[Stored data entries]
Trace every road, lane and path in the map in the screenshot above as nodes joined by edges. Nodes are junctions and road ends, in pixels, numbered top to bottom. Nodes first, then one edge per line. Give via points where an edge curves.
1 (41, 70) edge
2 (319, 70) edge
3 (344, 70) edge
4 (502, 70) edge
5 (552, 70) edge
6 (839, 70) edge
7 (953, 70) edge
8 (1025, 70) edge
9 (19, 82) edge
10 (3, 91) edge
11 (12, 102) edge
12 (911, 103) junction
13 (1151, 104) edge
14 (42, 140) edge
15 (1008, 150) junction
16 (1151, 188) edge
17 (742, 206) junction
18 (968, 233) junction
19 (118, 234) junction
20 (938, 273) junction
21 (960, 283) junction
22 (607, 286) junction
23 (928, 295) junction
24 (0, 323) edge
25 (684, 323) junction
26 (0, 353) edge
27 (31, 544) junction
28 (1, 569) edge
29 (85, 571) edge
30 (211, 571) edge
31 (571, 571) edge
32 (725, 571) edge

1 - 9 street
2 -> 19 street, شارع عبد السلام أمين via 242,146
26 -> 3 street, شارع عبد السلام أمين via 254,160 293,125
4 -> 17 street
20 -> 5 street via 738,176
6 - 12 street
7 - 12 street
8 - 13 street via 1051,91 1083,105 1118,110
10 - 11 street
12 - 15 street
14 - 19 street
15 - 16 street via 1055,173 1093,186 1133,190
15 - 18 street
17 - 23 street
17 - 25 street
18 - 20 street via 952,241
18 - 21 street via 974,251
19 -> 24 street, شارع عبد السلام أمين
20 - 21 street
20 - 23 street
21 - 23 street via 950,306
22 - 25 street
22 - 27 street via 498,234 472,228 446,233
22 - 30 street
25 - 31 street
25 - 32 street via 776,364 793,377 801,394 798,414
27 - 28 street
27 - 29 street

__Work to be completed__: Copy each of the records above so that nothing differs from the original.

__Completed exercise__:
Trace every road, lane and path in the map in the screenshot above as nodes joined by edges. Nodes are junctions and road ends, in pixels, numbered top to bottom. Nodes first, then one edge per line. Give via points where an edge curves.
1 (41, 70) edge
2 (319, 70) edge
3 (344, 70) edge
4 (502, 70) edge
5 (552, 70) edge
6 (839, 70) edge
7 (953, 70) edge
8 (1025, 70) edge
9 (19, 82) edge
10 (3, 91) edge
11 (12, 102) edge
12 (911, 103) junction
13 (1151, 104) edge
14 (42, 140) edge
15 (1008, 150) junction
16 (1151, 188) edge
17 (742, 206) junction
18 (968, 233) junction
19 (118, 234) junction
20 (938, 273) junction
21 (960, 283) junction
22 (607, 286) junction
23 (928, 295) junction
24 (0, 323) edge
25 (684, 323) junction
26 (0, 353) edge
27 (31, 544) junction
28 (1, 569) edge
29 (85, 571) edge
30 (211, 571) edge
31 (571, 571) edge
32 (725, 571) edge

1 - 9 street
2 -> 19 street, شارع عبد السلام أمين via 242,146
26 -> 3 street, شارع عبد السلام أمين via 254,160 293,125
4 -> 17 street
20 -> 5 street via 738,176
6 - 12 street
7 - 12 street
8 - 13 street via 1051,91 1083,105 1118,110
10 - 11 street
12 - 15 street
14 - 19 street
15 - 16 street via 1055,173 1093,186 1133,190
15 - 18 street
17 - 23 street
17 - 25 street
18 - 20 street via 952,241
18 - 21 street via 974,251
19 -> 24 street, شارع عبد السلام أمين
20 - 21 street
20 - 23 street
21 - 23 street via 950,306
22 - 25 street
22 - 27 street via 498,234 472,228 446,233
22 - 30 street
25 - 31 street
25 - 32 street via 776,364 793,377 801,394 798,414
27 - 28 street
27 - 29 street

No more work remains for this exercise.